**Assignment:** From the entries below, please gather each line containing the string "Anastasia".

# # # # # # #

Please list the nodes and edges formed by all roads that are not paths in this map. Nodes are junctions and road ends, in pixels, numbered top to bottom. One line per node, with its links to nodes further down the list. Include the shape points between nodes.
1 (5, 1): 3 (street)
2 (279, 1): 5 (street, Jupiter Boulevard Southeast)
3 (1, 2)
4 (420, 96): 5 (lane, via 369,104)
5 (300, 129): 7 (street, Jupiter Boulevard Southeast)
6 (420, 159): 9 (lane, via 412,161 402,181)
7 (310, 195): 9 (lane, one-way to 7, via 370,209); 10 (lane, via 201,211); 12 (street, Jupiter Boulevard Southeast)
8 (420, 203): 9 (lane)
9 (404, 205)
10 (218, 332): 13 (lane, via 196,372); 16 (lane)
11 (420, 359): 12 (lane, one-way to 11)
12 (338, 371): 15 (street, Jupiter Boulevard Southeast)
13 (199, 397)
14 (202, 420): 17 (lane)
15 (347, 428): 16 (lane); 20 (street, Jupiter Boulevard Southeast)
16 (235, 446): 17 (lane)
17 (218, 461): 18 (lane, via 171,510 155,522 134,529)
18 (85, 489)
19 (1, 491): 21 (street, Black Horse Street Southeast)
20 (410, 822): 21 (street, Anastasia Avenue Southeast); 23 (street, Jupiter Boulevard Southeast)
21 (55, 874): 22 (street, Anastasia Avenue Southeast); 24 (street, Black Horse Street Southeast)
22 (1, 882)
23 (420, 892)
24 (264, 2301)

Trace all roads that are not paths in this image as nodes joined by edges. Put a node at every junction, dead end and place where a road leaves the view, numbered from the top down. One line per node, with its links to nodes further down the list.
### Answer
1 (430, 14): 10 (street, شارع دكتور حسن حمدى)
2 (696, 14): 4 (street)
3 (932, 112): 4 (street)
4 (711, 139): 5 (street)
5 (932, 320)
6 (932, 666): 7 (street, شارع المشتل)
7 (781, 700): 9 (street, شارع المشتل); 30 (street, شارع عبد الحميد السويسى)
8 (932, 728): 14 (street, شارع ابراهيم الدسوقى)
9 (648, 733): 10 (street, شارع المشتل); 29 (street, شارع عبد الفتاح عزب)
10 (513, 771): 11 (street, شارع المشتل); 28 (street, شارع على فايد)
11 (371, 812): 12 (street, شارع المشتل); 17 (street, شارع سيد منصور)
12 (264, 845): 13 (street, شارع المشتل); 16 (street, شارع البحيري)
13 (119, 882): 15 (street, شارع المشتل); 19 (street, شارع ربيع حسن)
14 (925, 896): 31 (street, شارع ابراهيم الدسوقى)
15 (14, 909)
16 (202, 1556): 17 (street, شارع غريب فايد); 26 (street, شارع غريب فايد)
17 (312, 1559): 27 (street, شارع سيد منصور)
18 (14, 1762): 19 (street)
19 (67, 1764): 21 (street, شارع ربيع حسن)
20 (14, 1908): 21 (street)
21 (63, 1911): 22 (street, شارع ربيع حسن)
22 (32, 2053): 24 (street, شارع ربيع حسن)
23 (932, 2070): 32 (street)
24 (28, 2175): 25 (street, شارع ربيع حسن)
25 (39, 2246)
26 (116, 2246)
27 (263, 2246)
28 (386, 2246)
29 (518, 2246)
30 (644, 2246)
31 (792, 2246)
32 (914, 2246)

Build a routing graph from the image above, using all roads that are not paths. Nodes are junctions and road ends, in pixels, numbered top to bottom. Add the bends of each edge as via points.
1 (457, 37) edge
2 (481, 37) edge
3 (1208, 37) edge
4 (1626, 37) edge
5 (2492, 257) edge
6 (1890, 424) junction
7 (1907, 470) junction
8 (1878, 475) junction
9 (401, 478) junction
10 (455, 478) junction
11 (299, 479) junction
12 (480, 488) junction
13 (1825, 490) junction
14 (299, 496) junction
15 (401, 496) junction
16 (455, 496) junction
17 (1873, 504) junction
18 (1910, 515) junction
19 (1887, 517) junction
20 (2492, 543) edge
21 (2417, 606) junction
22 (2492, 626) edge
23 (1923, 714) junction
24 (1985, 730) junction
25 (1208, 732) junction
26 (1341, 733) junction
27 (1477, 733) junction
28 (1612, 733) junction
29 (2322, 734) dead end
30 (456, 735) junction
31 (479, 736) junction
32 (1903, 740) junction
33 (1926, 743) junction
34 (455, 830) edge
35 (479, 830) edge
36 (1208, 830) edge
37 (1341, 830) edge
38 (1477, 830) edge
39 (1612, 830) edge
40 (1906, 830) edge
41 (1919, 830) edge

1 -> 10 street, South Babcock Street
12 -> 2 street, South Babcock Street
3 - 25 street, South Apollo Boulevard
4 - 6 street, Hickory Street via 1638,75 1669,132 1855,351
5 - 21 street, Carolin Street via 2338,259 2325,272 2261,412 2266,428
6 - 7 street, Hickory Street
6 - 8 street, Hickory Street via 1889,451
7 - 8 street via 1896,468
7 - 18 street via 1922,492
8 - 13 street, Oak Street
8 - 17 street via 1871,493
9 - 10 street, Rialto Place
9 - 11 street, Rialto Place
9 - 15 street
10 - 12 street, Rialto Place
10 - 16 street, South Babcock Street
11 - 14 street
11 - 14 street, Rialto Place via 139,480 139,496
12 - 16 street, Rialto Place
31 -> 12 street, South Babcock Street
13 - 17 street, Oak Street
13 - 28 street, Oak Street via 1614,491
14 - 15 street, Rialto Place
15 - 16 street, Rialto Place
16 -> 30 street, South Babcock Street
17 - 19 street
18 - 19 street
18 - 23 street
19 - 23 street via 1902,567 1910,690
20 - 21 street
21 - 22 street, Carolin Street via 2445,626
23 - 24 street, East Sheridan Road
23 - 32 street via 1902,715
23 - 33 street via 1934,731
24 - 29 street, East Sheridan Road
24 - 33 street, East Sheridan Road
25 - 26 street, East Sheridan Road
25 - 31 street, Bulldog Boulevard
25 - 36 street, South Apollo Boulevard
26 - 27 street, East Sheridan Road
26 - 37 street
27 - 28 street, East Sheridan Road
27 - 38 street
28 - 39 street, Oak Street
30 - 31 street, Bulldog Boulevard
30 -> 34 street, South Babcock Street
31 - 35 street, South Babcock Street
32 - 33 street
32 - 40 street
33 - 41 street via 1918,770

# # # # # # #

**Expected answer:**
20 (410, 822): 21 (street, Anastasia Avenue Southeast); 23 (street, Jupiter Boulevard Southeast)
21 (55, 874): 22 (street, Anastasia Avenue Southeast); 24 (street, Black Horse Street Southeast)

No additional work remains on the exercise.